If the United States uses these next four years better than its adversaries, it will upend the strategic landscape. It will transform the Western alliance from protectorate to partnership. It will multiply America’s reach through increased allied capacity and burden-sharing. And it will prevent America from having to choose between defending Europe and the Pacific.
This is precisely the kind of failed imperial thinking that has squandered most previous empires: endless expansion for no discernible reason, with no discernible justification. Empires like that of the US, in their waning twilight years, become inflicted with a kind of grand delusion of global destiny, wherein it is imprinted on the very DNA of the nation and its political and strategic outlooks that only endless expansion and the fanatic obsession with destroying all even remote rivals via the Thucydides Trap will save the Empire from eventual dissolution.

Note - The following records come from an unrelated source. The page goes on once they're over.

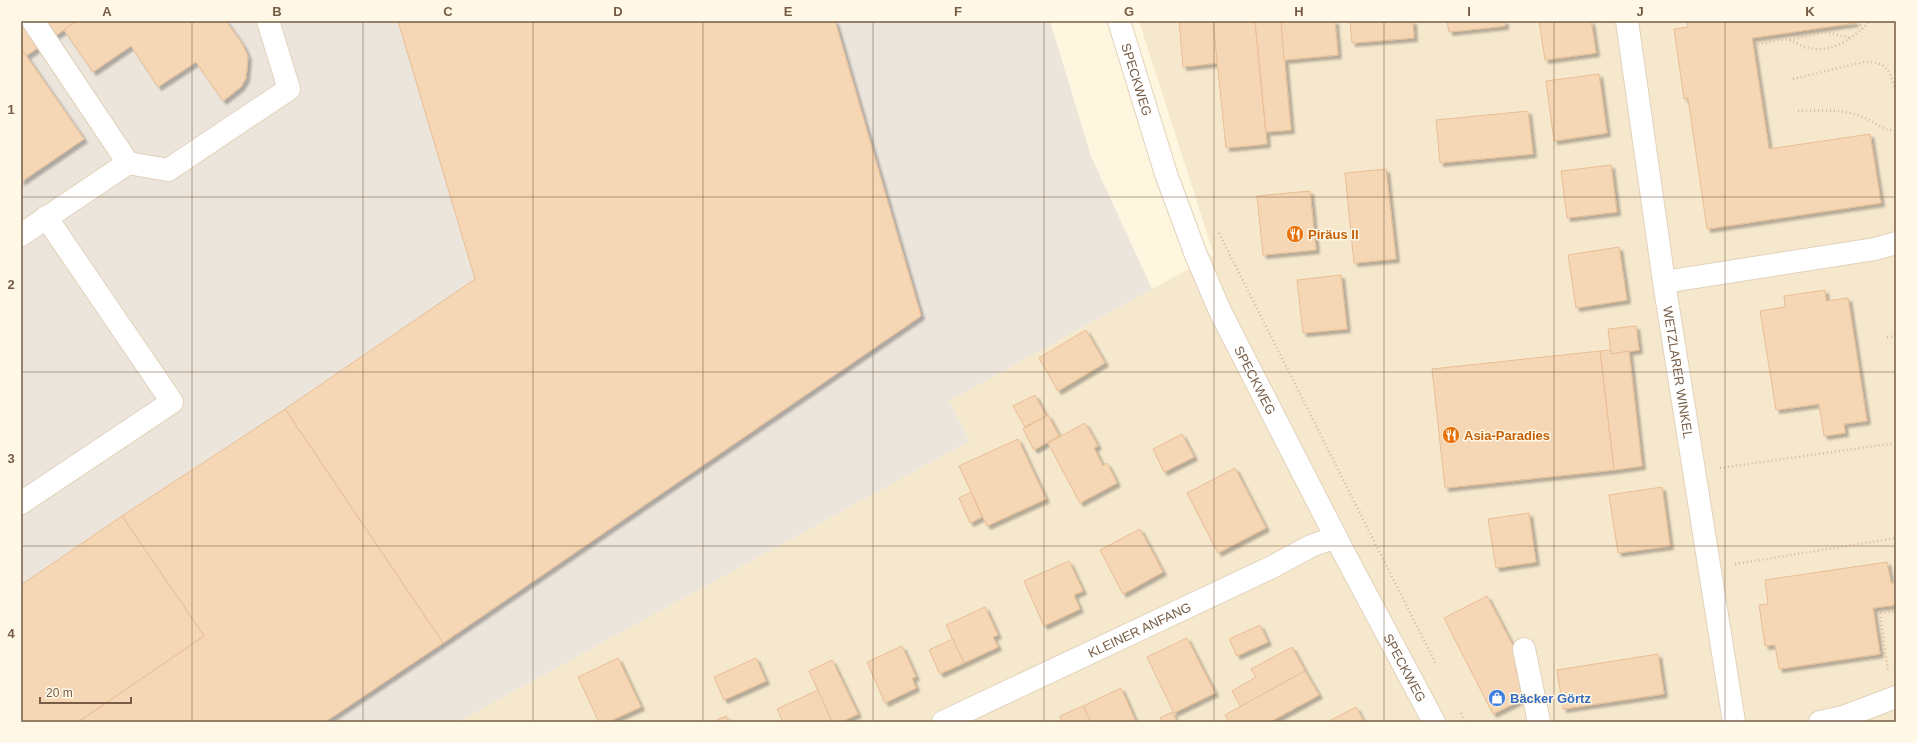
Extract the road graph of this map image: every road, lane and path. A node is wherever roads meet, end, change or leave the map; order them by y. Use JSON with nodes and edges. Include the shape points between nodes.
{"nodes":[{"id":1,"x":33,"y":21,"type":"edge"},
{"id":2,"x":268,"y":21,"type":"edge"},
{"id":3,"x":1119,"y":21,"type":"edge"},
{"id":4,"x":1628,"y":21,"type":"edge"},
{"id":5,"x":1859,"y":21,"type":"edge"},
{"id":6,"x":1870,"y":21,"type":"edge"},
{"id":7,"x":1862,"y":30,"type":"junction"},
{"id":8,"x":1852,"y":38,"type":"junction"},
{"id":9,"x":1790,"y":40,"type":"junction"},
{"id":10,"x":1754,"y":46,"type":"dead end"},
{"id":11,"x":1793,"y":79,"type":"dead end"},
{"id":12,"x":1896,"y":92,"type":"edge"},
{"id":13,"x":1798,"y":111,"type":"dead end"},
{"id":14,"x":1896,"y":130,"type":"edge"},
{"id":15,"x":128,"y":164,"type":"junction"},
{"id":16,"x":46,"y":217,"type":"junction"},
{"id":17,"x":1218,"y":230,"type":"dead end"},
{"id":18,"x":21,"y":235,"type":"edge"},
{"id":19,"x":1896,"y":243,"type":"edge"},
{"id":20,"x":1664,"y":282,"type":"junction"},
{"id":21,"x":1896,"y":336,"type":"edge"},
{"id":22,"x":1887,"y":337,"type":"dead end"},
{"id":23,"x":1896,"y":443,"type":"edge"},
{"id":24,"x":1694,"y":472,"type":"junction"},
{"id":25,"x":21,"y":503,"type":"edge"},
{"id":26,"x":1336,"y":537,"type":"junction"},
{"id":27,"x":1896,"y":538,"type":"edge"},
{"id":28,"x":1709,"y":568,"type":"junction"},
{"id":29,"x":1873,"y":611,"type":"dead end"},
{"id":30,"x":1896,"y":611,"type":"edge"},
{"id":31,"x":1880,"y":613,"type":"junction"},
{"id":32,"x":1524,"y":649,"type":"dead end"},
{"id":33,"x":1437,"y":666,"type":"dead end"},
{"id":34,"x":1894,"y":698,"type":"edge"},
{"id":35,"x":1458,"y":708,"type":"dead end"},
{"id":36,"x":943,"y":722,"type":"edge"},
{"id":37,"x":1434,"y":722,"type":"edge"},
{"id":38,"x":1465,"y":722,"type":"edge"},
{"id":39,"x":1539,"y":722,"type":"edge"},
{"id":40,"x":1734,"y":722,"type":"edge"},
{"id":41,"x":1820,"y":722,"type":"edge"}],
"edges":[{"from":1,"to":15,"type":"street"},
{"from":2,"to":15,"type":"street","via":[[290,89],[168,170]]},
{"from":3,"to":26,"type":"street","name":"SPECKWEG","via":[[1166,174],[1196,255],[1220,311]]},
{"from":4,"to":20,"type":"street","name":"WETZLARER WINKEL"},
{"from":5,"to":7,"type":"path"},
{"from":6,"to":7,"type":"path"},
{"from":7,"to":8,"type":"path"},
{"from":8,"to":9,"type":"path","via":[[1825,32]]},
{"from":8,"to":9,"type":"path","via":[[1842,44],[1817,50]]},
{"from":9,"to":10,"type":"path"},
{"from":11,"to":12,"type":"path","via":[[1873,62],[1881,64],[1891,74]]},
{"from":13,"to":14,"type":"path","via":[[1828,110],[1851,113],[1886,129]]},
{"from":15,"to":16,"type":"street"},
{"from":16,"to":18,"type":"street"},
{"from":16,"to":25,"type":"street","via":[[172,402]]},
{"from":17,"to":33,"type":"path"},
{"from":19,"to":20,"type":"street","via":[[1875,249]]},
{"from":20,"to":24,"type":"street","name":"WETZLARER WINKEL"},
{"from":21,"to":22,"type":"path"},
{"from":23,"to":24,"type":"path"},
{"from":24,"to":28,"type":"street","name":"WETZLARER WINKEL"},
{"from":26,"to":36,"type":"street","name":"KLEINER ANFANG","via":[[1311,546],[1284,562]]},
{"from":26,"to":37,"type":"street","name":"SPECKWEG"},
{"from":27,"to":28,"type":"path"},
{"from":28,"to":40,"type":"street","name":"WETZLARER WINKEL"},
{"from":29,"to":31,"type":"path"},
{"from":30,"to":31,"type":"path"},
{"from":31,"to":34,"type":"path"},
{"from":32,"to":39,"type":"street"},
{"from":34,"to":41,"type":"street","via":[[1843,717]]},
{"from":35,"to":38,"type":"path"}]}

This foolhardy devolution of national destiny seems to stem from the fact that empires ultimately lose their heart and soul—their nomos—forgetting what was once important and replacing that with this sort of blind degenerative delusion, aped and passed down with increasing severity by each new political generation, that the “greatness” of said nation comes exclusively from its total dominance of the world, rather than from some inherent cultural markers and other unique qualities.

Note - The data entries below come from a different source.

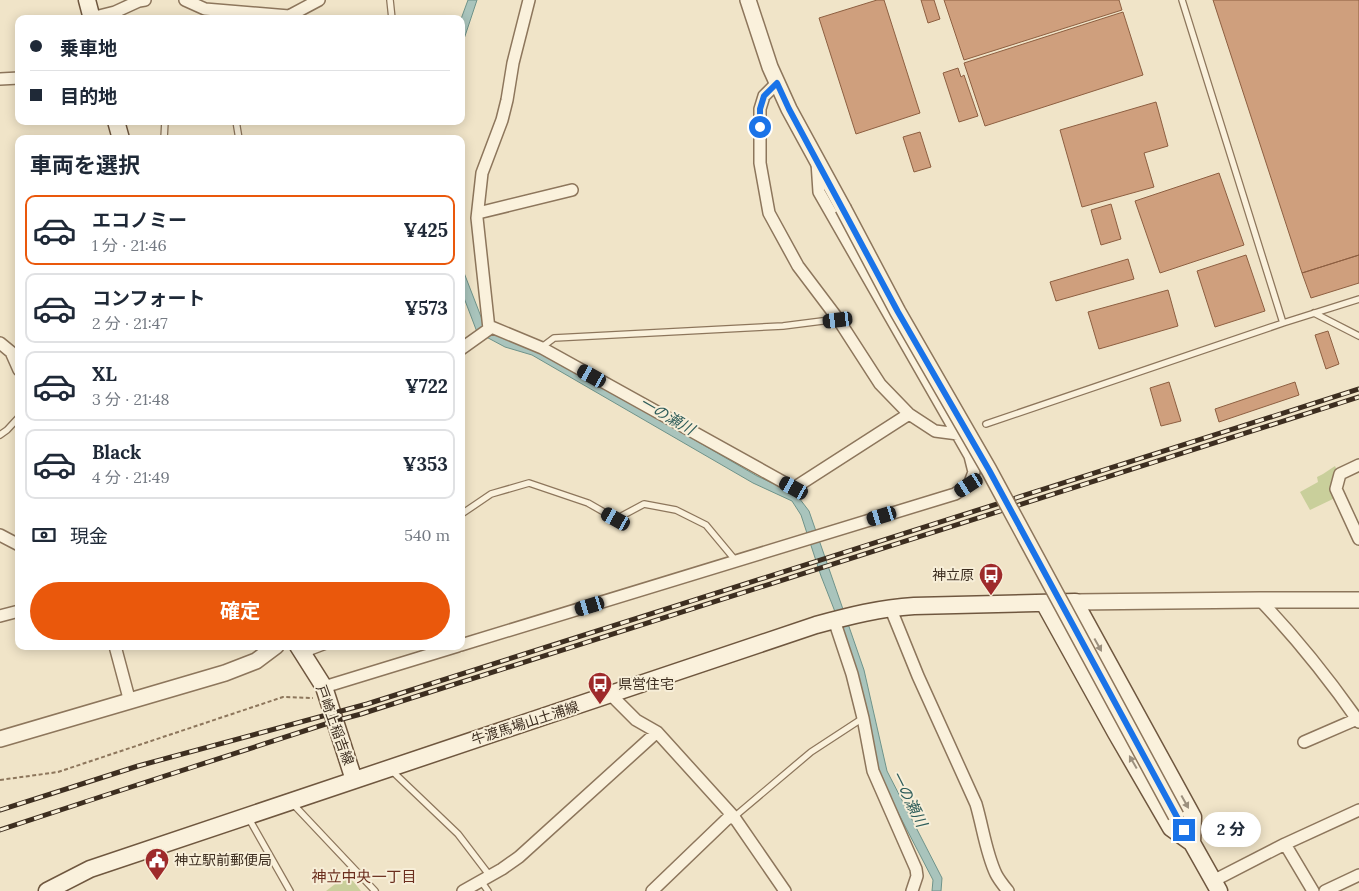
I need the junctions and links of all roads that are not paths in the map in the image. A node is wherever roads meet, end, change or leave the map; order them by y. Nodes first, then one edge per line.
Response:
1 (87, 0) edge
2 (145, 0) edge
3 (185, 0) edge
4 (319, 0) edge
5 (390, 0) edge
6 (529, 0) edge
7 (748, 0) edge
8 (1182, 0) edge
9 (90, 15) edge
10 (103, 15) edge
11 (277, 15) edge
12 (291, 15) edge
13 (392, 15) edge
14 (15, 78) edge
15 (0, 79) edge
16 (777, 83) junction
17 (817, 158) junction
18 (572, 190) dead end
19 (478, 214) junction
20 (1359, 299) edge
21 (1314, 313) junction
22 (838, 320) junction
23 (1283, 323) junction
24 (489, 326) junction
25 (1359, 336) edge
26 (0, 343) edge
27 (465, 345) edge
28 (542, 348) junction
29 (15, 349) edge
30 (909, 414) junction
31 (15, 422) edge
32 (986, 424) dead end
33 (958, 434) junction
34 (0, 435) edge
35 (1359, 465) edge
36 (465, 512) edge
37 (0, 535) edge
38 (1359, 539) edge
39 (15, 543) edge
40 (736, 561) junction
41 (1260, 600) junction
42 (1359, 600) edge
43 (1075, 602) junction
44 (1044, 603) junction
45 (890, 608) junction
46 (15, 612) edge
47 (0, 616) edge
48 (834, 620) junction
49 (465, 644) edge
50 (116, 650) edge
51 (271, 650) edge
52 (447, 650) edge
53 (300, 651) edge
54 (326, 693) junction
55 (611, 695) junction
56 (130, 702) junction
57 (863, 718) junction
58 (1358, 721) edge
59 (656, 732) junction
60 (0, 739) edge
61 (1304, 742) dead end
62 (389, 769) junction
63 (354, 780) junction
64 (291, 802) junction
65 (1359, 810) edge
66 (248, 817) junction
67 (734, 817) junction
68 (1192, 843) junction
69 (1285, 844) junction
70 (1359, 876) edge
71 (485, 878) junction
72 (1216, 886) edge
73 (47, 891) edge
74 (290, 891) edge
75 (375, 891) edge
76 (463, 891) edge
77 (488, 891) edge
78 (652, 891) edge
79 (785, 891) edge
80 (912, 891) edge
81 (1008, 891) edge
82 (1313, 891) edge
83 (1325, 891) edge

1 - 9 main road
2 - 10 street
3 - 11 street
4 - 12 street
5 - 13 lane
6 - 19 street
7 - 16 street
8 - 23 lane
14 - 15 street
16 - 17 street
16 - 22 street
17 - 33 street
17 - 68 street, bridge
18 - 19 street
19 - 24 street
20 - 21 lane
21 - 23 lane
21 - 25 lane
22 - 28 lane
22 - 30 street
23 - 32 lane
24 - 27 street
24 - 28 street
26 - 29 street
28 - 30 street
30 - 33 street
31 - 34 lane
33 - 40 street
35 - 38 street
36 - 40 lane
37 - 39 street
40 - 49 street
41 - 42 street
41 - 43 street
41 - 58 street
43 - 44 main road, 牛渡馬場山土浦線
43 -> 68 main road
44 - 45 main road, 牛渡馬場山土浦線
68 -> 44 main road
45 - 48 main road, 牛渡馬場山土浦線
45 - 81 street
46 - 47 street
48 - 55 main road, 牛渡馬場山土浦線
48 - 57 street
50 - 56 street
51 - 56 street
52 - 54 street
53 - 54 main road, 戸崎上稲吉線
54 - 63 main road, 戸崎上稲吉線
55 - 59 street
55 - 62 main road, 牛渡馬場山土浦線
56 - 60 street
57 - 67 lane
57 - 80 street
58 - 61 street
59 - 67 street
59 - 71 street
62 - 63 main road, 牛渡馬場山土浦線
62 - 71 lane
63 - 64 main road, 牛渡馬場山土浦線
64 - 66 main road, 牛渡馬場山土浦線
64 - 75 lane
65 - 69 street
66 - 73 main road, 牛渡馬場山土浦線
66 - 74 lane
67 - 78 street
67 - 79 street
68 - 72 main road
69 - 72 street
69 - 82 street
70 - 83 street
71 - 76 street
71 - 77 lane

This is because an empire by its definition always ends up ‘globalized’, losing the core of its own identity. And when that identity is eroded, the only thing remaining in its place is a kind of dead vacuum instinctively reinterpreted by successively-inferior generations of political thought-leaders as blind hunger for mindless expansion, as if by blanketing the globe over with their imprint they could mask the terminal atrophy of the nation’s once-held sacred permanence. This is a kind of end-times metastatic spiral which can only conclude with the empire’s dissolution by emergent new forces armed with enough authentic vitality and passionarity as to eclipse the enervated empire which becomes a clay-footed colossus.

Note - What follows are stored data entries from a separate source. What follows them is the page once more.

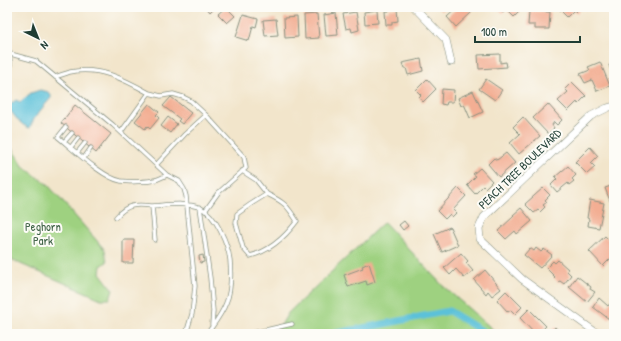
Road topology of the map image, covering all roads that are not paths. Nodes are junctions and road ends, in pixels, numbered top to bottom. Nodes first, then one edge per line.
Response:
1 (414, 7) edge
2 (7, 53) edge
3 (450, 62) dead end
4 (7, 72) edge
5 (55, 77) junction
6 (149, 93) junction
7 (614, 106) edge
8 (206, 115) junction
9 (66, 127) dead end
10 (121, 132) junction
11 (72, 133) dead end
12 (78, 138) dead end
13 (64, 142) junction
14 (85, 143) dead end
15 (71, 148) junction
16 (91, 148) dead end
17 (77, 153) junction
18 (84, 158) junction
19 (156, 164) junction
20 (242, 171) junction
21 (167, 175) junction
22 (267, 194) junction
23 (187, 205) junction
24 (152, 206) junction
25 (200, 207) junction
26 (205, 210) junction
27 (116, 217) dead end
28 (155, 240) dead end
29 (292, 324) dead end
30 (212, 326) junction
31 (261, 333) edge
32 (186, 334) edge
33 (207, 334) edge
34 (248, 334) edge
35 (598, 334) edge

1 - 3 street
2 - 4 street
2 - 5 lane
5 - 6 lane
5 - 10 lane
6 - 8 lane
6 - 10 lane
7 - 35 street, PEACH TREE BOULEVARD
8 - 19 lane
8 - 20 lane
9 - 13 lane
10 - 19 lane
11 - 13 lane
12 - 15 lane
13 - 15 lane
14 - 17 lane
15 - 17 lane
16 - 18 lane
17 - 18 lane
18 - 21 lane
19 - 21 lane
20 - 22 lane
20 - 26 lane
21 - 23 lane
22 - 22 lane
23 - 24 lane
23 - 25 lane
23 - 32 lane
24 - 27 lane
24 - 28 lane
25 - 26 lane
25 - 30 lane
26 - 30 lane
29 - 31 lane
30 - 33 lane
31 - 34 lane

Our second—and more interesting—offering comes by way of Foreign Affairs, the official publication of the Council on Foreign Relations, and serves as a counterpoint to the earlier idealistic think-tank piece:
The piece opens with the premise that Western analysts have gotten the Ukraine war wrong owing to the ‘wild swings’ of expectations that have colored the war, which have given people whiplash and muddled their understanding of the reality taking place on the ground. The author concludes that, after Russia’s perceived “defeat” by Ukraine in the early part of the war, Western analysts have turned toward external factors in explaining Russia’s latest resurgence.